Thursday, June 22, 2006

Repelling tigers

Here's another fairy tale: a man saw his neighbour scattering pepper on his garden and asked why. "To repel tigers", "But there are no tigers around here", "That proves it works then".
It's an important issue - how to proceed when you are fairly ignorant but the experts contradict each other? The further we go along the route to self-sufficiency the more important it is to have a good answer to that question. Do we chain ourselves to an ideology - organic, permaculture, biodynamic or anything else - so we are always certain what to do? Or do we pick one expert and follow their advice (if my granddad was still alive I might be very tempted by this option)? Or do I decide that I know best and go stubbornly my own way?

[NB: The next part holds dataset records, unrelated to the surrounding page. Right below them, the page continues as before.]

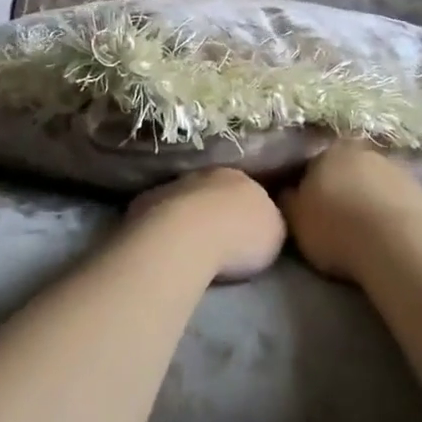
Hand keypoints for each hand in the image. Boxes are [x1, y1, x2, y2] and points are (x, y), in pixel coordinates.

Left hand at [127, 168, 286, 281]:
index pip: (248, 188)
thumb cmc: (239, 237)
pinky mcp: (146, 202)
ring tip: (190, 246)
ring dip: (188, 216)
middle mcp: (206, 174)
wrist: (187, 236)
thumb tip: (262, 222)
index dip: (247, 210)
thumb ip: (270, 221)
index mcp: (240, 177)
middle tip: (218, 239)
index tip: (246, 232)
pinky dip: (163, 226)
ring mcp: (173, 185)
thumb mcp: (275, 232)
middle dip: (216, 210)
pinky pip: (159, 213)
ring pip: (185, 199)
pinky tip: (166, 247)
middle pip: (214, 190)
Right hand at [281, 140, 421, 282]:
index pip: (314, 162)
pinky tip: (390, 234)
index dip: (311, 184)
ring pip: (376, 181)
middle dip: (343, 185)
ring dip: (370, 197)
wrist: (397, 246)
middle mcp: (363, 151)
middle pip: (348, 167)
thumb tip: (286, 189)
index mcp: (329, 151)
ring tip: (366, 228)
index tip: (310, 205)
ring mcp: (397, 168)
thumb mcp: (295, 219)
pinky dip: (394, 212)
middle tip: (338, 215)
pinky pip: (400, 200)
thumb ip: (288, 200)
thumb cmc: (336, 228)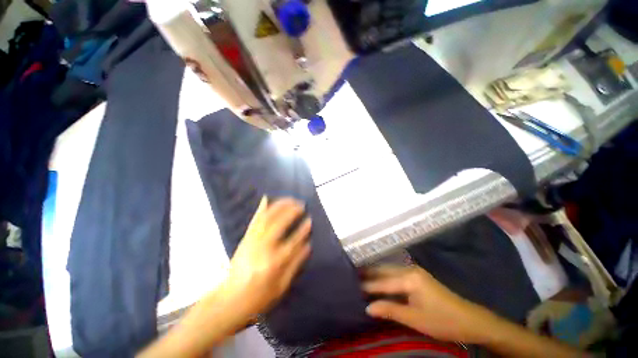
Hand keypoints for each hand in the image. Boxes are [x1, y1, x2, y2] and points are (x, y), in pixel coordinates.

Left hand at [220, 196, 311, 319]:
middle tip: (301, 204)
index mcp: (274, 263)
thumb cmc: (259, 296)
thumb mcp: (282, 286)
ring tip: (290, 199)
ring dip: (279, 206)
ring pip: (267, 218)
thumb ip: (296, 264)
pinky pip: (255, 220)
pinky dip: (261, 208)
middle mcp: (262, 248)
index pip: (293, 241)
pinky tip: (267, 198)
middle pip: (279, 224)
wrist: (230, 299)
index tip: (310, 220)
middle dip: (291, 211)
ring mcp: (252, 241)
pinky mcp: (246, 238)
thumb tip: (308, 245)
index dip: (303, 230)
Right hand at [363, 265, 496, 343]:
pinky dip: (386, 277)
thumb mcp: (415, 319)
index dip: (368, 286)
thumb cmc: (442, 321)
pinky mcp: (418, 276)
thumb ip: (390, 310)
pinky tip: (380, 281)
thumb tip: (368, 307)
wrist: (470, 320)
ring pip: (390, 270)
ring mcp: (415, 271)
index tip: (353, 286)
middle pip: (384, 270)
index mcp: (409, 278)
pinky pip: (396, 273)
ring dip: (377, 274)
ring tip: (363, 277)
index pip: (383, 282)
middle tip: (354, 276)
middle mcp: (410, 269)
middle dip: (370, 274)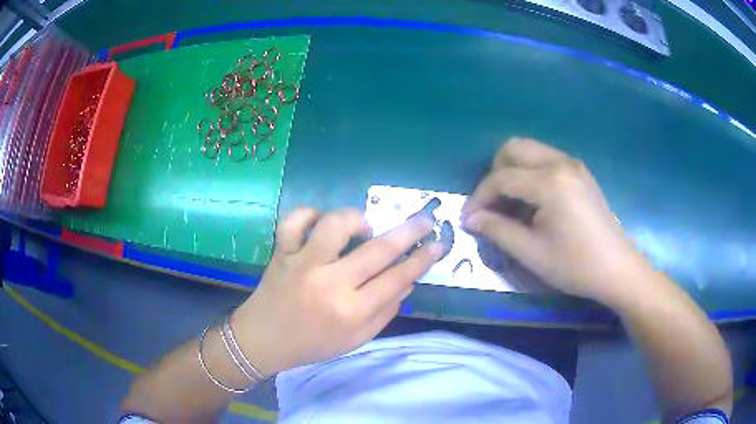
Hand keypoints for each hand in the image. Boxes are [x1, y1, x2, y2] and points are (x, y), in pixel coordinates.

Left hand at [231, 208, 442, 375]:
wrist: (263, 340)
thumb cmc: (312, 344)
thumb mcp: (355, 340)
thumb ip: (385, 312)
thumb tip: (408, 281)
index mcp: (351, 311)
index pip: (397, 279)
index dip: (422, 260)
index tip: (438, 245)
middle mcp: (329, 284)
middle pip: (377, 250)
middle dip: (409, 231)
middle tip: (425, 219)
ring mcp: (302, 264)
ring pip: (335, 226)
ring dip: (356, 219)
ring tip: (364, 227)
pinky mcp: (282, 252)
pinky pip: (294, 221)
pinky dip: (308, 214)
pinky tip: (319, 223)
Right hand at [462, 137, 641, 303]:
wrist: (617, 269)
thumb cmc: (575, 265)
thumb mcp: (532, 253)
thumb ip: (498, 230)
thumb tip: (471, 219)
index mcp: (550, 182)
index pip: (502, 178)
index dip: (479, 197)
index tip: (468, 218)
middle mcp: (560, 163)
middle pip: (513, 148)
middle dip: (495, 173)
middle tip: (492, 204)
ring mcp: (573, 164)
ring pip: (530, 150)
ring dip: (512, 171)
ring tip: (510, 203)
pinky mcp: (580, 172)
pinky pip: (545, 159)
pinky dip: (530, 173)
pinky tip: (533, 201)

Then I realised I already had an answer to this conundrum. It's an approach I used when planning my homebirths, and then continued to use it for raising the children (which is quite similar to gardening - everyone has an opinion and every opinion is different). This is what I do:
  1. listen to all the available advice - from people, books, the internet, the instructions printed on seed packets . . .
  2. weigh up all the different options, giving more serious consideration to some and dismissing others quite quickly
  3. choose a course of action which seems best to me, but I remember all the options I discarded
  4. if it works, I stick with it. If it doesn't work, next time I try something different.
It means I will make some avoidable mistakes. But hopefully I'll only make each one once. I've been accused of pig-headedness (usually by people whose advice I didn't take) , and of thinking I know best. But I start from the assumption that I don't know best, and nor do I know who does know best. So all I can do is take responsibility for my own decisions, and try to learn from my mistakes.